Where a line of the material includes the string "Walk", copy that line.

---+---

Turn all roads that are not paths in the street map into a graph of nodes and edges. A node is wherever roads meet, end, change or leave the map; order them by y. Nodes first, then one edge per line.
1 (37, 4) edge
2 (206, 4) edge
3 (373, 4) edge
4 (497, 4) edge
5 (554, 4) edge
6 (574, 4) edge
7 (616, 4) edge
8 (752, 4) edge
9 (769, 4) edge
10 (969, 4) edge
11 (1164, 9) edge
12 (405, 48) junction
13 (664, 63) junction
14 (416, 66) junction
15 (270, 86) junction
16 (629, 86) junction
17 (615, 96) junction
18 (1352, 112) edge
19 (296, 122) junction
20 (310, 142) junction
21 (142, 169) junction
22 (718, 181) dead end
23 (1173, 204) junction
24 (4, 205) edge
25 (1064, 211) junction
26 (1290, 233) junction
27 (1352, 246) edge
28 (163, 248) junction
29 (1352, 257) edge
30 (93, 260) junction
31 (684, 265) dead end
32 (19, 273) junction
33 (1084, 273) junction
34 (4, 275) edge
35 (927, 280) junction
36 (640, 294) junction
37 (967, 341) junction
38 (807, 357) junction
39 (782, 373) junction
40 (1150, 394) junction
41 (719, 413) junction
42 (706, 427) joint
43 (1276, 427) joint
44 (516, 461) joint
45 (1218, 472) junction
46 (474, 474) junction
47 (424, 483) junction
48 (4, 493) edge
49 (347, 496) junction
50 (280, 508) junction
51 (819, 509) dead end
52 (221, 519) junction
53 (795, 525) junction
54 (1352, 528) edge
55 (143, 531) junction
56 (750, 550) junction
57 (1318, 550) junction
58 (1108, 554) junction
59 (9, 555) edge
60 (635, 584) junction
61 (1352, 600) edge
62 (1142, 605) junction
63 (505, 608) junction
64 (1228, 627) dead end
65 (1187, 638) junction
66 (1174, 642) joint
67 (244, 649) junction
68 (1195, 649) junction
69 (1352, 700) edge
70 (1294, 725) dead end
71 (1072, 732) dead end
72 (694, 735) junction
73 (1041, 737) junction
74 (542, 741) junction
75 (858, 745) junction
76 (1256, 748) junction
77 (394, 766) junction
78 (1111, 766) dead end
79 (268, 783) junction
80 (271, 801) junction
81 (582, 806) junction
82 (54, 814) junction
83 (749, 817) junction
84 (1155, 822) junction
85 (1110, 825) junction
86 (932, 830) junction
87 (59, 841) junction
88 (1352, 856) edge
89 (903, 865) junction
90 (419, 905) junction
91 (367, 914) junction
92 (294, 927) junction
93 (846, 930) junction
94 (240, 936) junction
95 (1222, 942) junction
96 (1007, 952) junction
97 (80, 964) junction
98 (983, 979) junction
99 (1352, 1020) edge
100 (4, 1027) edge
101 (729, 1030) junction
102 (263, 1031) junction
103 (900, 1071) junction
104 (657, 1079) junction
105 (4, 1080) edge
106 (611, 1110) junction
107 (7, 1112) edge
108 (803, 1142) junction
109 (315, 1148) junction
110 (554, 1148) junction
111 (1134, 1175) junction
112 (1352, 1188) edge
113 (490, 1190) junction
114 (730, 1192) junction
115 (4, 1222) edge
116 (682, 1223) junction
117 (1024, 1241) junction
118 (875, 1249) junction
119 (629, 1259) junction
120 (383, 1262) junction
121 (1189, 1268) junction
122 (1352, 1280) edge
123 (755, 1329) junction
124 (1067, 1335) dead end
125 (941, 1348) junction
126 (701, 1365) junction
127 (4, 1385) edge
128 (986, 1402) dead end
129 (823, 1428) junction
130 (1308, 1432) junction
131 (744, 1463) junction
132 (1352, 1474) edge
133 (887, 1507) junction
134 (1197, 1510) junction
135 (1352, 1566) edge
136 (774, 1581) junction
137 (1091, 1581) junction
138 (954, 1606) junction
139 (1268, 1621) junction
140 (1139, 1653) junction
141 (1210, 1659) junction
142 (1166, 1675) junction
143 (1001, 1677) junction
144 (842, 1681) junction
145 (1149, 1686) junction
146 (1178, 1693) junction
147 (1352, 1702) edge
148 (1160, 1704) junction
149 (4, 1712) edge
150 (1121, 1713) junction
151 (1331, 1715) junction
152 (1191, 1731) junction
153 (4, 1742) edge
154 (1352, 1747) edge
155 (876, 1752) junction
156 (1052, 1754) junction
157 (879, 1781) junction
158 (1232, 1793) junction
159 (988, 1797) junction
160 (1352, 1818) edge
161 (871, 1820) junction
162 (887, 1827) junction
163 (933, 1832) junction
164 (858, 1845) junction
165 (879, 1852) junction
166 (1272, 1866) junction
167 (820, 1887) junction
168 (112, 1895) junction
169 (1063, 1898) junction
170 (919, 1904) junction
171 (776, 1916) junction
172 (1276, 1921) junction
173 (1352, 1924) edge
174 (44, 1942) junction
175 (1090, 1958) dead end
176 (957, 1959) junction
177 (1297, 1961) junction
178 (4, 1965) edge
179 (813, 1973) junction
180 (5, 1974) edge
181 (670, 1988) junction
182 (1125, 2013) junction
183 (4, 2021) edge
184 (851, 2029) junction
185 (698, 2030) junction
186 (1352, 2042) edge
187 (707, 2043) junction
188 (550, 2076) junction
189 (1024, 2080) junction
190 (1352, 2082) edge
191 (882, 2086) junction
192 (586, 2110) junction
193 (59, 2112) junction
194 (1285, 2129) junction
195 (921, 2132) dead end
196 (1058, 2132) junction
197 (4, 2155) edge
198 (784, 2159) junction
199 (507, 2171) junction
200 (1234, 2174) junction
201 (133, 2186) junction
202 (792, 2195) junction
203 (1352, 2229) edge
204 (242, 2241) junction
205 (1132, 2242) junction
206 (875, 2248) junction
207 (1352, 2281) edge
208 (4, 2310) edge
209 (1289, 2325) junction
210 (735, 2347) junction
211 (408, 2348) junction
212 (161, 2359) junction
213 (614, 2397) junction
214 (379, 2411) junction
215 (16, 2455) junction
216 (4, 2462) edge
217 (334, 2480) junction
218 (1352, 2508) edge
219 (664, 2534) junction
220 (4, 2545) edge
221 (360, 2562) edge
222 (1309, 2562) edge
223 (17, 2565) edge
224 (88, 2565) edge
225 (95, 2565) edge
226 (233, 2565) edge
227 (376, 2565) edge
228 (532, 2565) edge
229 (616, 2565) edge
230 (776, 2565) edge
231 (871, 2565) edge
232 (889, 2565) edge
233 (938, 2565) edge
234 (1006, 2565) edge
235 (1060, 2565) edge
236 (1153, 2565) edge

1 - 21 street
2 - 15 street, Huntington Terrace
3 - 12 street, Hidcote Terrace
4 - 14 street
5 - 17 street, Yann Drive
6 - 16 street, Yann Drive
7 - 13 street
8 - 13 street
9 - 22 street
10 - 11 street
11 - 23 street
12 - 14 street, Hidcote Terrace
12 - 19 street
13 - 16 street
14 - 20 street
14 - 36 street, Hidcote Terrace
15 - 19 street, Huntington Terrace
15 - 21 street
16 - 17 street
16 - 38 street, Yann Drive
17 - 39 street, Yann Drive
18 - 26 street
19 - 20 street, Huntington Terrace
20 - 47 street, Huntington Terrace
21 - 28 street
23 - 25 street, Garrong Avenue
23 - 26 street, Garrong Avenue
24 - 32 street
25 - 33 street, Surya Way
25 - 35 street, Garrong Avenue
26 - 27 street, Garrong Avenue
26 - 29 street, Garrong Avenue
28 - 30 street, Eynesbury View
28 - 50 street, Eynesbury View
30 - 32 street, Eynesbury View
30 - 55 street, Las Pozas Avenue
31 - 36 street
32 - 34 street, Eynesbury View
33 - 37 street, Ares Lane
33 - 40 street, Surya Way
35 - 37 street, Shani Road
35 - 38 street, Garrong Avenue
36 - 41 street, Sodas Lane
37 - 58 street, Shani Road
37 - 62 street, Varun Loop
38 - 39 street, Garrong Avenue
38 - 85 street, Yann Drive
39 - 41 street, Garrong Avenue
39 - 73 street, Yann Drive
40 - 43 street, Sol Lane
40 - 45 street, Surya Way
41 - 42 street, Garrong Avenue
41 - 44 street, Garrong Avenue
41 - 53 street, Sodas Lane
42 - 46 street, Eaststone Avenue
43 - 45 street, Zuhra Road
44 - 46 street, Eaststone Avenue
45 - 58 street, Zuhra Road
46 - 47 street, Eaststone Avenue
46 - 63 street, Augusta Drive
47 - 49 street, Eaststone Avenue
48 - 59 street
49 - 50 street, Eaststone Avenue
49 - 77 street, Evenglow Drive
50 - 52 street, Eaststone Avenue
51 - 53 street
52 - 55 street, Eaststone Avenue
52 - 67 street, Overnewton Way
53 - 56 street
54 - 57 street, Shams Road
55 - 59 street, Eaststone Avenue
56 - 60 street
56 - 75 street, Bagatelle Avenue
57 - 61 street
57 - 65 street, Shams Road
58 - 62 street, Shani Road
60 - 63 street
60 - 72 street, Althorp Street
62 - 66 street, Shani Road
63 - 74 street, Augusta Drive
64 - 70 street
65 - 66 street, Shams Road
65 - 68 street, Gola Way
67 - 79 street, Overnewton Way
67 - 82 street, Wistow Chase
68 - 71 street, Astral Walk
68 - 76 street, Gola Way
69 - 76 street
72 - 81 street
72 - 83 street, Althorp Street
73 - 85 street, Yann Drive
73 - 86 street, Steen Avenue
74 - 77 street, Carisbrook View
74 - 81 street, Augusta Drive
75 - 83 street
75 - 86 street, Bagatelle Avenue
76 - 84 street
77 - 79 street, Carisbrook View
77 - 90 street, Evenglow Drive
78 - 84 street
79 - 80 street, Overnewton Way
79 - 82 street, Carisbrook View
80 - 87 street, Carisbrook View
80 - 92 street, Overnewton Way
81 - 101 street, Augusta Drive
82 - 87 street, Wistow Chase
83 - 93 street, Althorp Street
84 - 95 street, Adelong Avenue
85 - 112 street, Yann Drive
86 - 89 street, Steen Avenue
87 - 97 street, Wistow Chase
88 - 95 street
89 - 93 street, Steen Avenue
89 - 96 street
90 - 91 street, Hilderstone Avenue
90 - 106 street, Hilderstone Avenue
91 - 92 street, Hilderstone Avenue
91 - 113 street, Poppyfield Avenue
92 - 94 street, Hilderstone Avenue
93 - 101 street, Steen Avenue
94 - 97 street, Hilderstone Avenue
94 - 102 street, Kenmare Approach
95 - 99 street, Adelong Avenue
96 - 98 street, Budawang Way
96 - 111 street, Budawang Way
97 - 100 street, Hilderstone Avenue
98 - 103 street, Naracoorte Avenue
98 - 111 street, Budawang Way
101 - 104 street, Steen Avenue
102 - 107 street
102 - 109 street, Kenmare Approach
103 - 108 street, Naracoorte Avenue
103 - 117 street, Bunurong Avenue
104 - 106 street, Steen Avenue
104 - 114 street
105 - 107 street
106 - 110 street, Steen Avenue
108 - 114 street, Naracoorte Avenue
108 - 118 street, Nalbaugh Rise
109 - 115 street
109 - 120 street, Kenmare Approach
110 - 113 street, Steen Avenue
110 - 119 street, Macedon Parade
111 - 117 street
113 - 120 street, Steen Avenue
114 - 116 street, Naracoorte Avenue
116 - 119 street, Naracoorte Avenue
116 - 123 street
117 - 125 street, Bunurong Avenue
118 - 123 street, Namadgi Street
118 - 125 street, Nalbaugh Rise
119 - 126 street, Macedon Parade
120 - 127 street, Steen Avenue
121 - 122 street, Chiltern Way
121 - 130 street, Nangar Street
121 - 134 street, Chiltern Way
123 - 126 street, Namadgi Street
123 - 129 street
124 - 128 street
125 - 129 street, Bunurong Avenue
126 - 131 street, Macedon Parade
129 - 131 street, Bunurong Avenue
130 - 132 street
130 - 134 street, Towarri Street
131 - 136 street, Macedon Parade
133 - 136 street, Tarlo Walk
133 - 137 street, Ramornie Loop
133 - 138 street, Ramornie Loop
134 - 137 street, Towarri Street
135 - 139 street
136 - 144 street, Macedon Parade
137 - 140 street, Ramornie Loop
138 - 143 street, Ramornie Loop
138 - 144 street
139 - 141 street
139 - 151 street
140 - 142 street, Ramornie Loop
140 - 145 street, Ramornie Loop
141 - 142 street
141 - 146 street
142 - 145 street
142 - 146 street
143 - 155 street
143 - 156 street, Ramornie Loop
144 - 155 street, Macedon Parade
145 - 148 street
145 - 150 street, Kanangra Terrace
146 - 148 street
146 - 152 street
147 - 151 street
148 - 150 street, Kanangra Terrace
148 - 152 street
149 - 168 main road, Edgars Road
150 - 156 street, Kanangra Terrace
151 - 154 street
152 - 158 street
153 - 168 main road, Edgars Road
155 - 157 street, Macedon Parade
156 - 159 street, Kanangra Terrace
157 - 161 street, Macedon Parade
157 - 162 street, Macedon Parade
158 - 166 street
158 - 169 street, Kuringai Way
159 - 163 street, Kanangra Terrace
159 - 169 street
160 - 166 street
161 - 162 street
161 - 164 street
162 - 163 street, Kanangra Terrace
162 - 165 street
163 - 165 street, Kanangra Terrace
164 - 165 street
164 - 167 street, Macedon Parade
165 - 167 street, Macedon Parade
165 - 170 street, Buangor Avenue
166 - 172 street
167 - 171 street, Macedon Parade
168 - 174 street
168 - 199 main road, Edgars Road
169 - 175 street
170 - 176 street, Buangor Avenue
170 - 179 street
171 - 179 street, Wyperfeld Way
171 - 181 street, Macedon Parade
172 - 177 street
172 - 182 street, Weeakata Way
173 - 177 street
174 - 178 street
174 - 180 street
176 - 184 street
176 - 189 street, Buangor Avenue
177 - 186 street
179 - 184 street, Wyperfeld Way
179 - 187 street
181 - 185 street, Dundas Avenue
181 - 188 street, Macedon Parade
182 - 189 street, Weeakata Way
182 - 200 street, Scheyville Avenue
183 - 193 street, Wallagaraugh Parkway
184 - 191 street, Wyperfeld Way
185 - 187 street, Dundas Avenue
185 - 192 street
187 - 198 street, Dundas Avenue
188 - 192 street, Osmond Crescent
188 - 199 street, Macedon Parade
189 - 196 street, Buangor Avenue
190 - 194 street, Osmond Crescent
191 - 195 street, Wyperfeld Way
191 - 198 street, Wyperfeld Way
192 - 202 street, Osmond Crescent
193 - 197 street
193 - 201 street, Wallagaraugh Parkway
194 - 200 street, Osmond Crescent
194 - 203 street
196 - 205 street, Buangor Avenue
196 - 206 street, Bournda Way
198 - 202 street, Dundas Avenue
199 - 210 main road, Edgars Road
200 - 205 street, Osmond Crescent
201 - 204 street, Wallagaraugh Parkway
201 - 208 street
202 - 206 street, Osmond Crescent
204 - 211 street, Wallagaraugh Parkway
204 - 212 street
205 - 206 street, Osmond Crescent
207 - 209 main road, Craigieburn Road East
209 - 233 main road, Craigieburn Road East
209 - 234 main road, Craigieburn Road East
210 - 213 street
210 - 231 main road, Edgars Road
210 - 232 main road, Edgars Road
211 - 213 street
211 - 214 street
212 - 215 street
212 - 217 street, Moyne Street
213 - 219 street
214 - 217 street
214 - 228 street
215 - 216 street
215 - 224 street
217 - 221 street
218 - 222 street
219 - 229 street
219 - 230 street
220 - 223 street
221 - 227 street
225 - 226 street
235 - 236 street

---+---

Result of the task »
68 - 71 street, Astral Walk
133 - 136 street, Tarlo Walk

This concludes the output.